* **What you should do**
How many of the lines below contain "dead"? Reply with only that figure.

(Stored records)
···

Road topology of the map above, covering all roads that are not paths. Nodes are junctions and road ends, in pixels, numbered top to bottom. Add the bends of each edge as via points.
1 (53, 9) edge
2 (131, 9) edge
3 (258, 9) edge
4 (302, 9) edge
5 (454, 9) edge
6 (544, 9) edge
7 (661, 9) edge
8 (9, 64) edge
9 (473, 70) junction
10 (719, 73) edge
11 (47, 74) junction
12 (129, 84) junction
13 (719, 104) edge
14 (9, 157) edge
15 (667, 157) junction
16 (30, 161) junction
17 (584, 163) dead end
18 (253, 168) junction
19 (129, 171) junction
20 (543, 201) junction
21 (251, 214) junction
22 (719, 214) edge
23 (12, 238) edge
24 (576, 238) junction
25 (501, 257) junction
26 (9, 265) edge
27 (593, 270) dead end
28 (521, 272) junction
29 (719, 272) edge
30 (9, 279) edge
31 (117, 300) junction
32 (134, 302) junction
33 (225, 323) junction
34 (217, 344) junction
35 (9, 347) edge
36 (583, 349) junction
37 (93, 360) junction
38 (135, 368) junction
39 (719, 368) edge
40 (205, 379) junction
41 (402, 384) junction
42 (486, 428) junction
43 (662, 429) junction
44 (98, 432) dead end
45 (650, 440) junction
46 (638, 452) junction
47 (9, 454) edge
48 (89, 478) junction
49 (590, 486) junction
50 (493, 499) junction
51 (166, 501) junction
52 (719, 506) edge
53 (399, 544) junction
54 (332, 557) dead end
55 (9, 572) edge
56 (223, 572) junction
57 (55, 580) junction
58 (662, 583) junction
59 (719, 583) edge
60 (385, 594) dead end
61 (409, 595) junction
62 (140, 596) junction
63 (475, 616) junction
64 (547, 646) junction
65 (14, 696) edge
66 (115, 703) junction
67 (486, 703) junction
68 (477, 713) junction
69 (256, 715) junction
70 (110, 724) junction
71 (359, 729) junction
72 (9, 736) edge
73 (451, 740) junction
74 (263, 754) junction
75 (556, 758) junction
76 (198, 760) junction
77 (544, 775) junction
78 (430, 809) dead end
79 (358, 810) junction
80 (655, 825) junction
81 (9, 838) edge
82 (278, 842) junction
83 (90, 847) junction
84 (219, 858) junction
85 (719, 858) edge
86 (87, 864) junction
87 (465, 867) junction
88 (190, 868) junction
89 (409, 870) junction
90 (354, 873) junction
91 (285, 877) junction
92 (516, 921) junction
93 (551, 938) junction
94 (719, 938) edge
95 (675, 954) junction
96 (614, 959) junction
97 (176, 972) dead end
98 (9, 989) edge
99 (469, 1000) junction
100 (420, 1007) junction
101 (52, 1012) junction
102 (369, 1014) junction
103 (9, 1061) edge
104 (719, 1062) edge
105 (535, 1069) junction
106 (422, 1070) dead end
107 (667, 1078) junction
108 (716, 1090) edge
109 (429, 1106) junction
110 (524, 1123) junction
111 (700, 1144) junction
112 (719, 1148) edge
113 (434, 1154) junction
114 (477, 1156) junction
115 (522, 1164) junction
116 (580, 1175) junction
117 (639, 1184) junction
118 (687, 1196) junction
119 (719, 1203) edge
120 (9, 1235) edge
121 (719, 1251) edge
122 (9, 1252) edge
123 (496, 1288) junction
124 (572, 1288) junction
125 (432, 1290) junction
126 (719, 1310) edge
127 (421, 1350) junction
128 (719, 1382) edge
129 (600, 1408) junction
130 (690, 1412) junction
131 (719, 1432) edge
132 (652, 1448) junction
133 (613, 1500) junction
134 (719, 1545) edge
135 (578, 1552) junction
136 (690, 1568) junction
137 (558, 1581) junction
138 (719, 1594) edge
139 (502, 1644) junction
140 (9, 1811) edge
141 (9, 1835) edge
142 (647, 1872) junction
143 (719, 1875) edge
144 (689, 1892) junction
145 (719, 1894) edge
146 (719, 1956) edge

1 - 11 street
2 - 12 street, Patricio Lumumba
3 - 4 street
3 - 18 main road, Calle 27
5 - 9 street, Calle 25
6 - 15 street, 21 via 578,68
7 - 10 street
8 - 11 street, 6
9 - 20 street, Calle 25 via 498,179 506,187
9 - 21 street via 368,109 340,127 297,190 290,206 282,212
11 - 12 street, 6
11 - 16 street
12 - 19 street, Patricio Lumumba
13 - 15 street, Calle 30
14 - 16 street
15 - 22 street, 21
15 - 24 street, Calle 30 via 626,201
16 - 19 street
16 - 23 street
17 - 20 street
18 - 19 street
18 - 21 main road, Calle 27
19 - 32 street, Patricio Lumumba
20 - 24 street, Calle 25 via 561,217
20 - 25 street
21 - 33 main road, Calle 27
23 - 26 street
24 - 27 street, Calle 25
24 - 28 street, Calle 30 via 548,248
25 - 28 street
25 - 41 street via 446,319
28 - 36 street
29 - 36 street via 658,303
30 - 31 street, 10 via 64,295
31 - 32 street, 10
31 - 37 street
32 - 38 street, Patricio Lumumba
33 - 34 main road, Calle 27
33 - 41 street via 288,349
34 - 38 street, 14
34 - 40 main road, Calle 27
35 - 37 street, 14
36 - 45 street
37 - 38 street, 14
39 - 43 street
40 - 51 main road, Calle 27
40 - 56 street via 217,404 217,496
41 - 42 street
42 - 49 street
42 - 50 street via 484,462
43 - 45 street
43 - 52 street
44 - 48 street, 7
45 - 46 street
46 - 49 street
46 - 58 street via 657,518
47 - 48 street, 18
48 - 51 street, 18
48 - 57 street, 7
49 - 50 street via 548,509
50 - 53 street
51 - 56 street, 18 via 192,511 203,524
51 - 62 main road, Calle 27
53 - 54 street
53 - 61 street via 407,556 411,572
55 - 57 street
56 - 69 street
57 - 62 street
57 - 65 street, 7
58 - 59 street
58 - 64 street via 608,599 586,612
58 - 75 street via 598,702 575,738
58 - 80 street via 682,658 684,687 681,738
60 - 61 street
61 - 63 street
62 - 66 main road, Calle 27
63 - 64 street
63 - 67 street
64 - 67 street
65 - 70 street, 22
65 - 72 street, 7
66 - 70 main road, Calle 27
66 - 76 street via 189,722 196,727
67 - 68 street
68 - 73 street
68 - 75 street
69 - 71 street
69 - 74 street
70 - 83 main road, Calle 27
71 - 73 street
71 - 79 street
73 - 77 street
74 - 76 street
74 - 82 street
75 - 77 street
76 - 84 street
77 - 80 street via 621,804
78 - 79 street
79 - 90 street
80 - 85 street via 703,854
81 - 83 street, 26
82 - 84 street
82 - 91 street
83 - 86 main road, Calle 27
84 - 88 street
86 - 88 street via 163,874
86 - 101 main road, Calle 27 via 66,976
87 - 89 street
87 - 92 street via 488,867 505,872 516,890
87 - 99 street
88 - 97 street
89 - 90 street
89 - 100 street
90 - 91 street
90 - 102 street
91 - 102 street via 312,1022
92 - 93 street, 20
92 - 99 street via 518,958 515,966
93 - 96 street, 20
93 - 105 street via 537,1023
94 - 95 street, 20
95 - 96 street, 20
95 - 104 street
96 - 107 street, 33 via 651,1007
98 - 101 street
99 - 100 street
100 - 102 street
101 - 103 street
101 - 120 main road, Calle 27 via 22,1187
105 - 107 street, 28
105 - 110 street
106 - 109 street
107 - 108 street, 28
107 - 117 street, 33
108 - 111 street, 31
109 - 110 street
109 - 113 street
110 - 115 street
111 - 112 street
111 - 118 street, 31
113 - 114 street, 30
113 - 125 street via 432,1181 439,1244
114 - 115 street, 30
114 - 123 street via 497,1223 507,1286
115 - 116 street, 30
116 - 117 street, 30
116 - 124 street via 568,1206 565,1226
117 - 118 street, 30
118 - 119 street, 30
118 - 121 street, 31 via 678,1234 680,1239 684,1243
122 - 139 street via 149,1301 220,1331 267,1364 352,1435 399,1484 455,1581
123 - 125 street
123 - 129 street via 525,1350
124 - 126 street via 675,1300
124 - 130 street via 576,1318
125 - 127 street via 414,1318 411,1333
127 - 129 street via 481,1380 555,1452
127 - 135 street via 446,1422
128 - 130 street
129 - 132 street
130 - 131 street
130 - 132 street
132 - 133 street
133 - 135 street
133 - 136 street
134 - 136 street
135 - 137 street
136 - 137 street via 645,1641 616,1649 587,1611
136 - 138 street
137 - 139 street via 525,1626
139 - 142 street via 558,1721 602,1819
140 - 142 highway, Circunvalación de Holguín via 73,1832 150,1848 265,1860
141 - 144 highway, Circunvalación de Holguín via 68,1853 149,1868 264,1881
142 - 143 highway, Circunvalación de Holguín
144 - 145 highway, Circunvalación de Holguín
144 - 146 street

···

* **Response**
8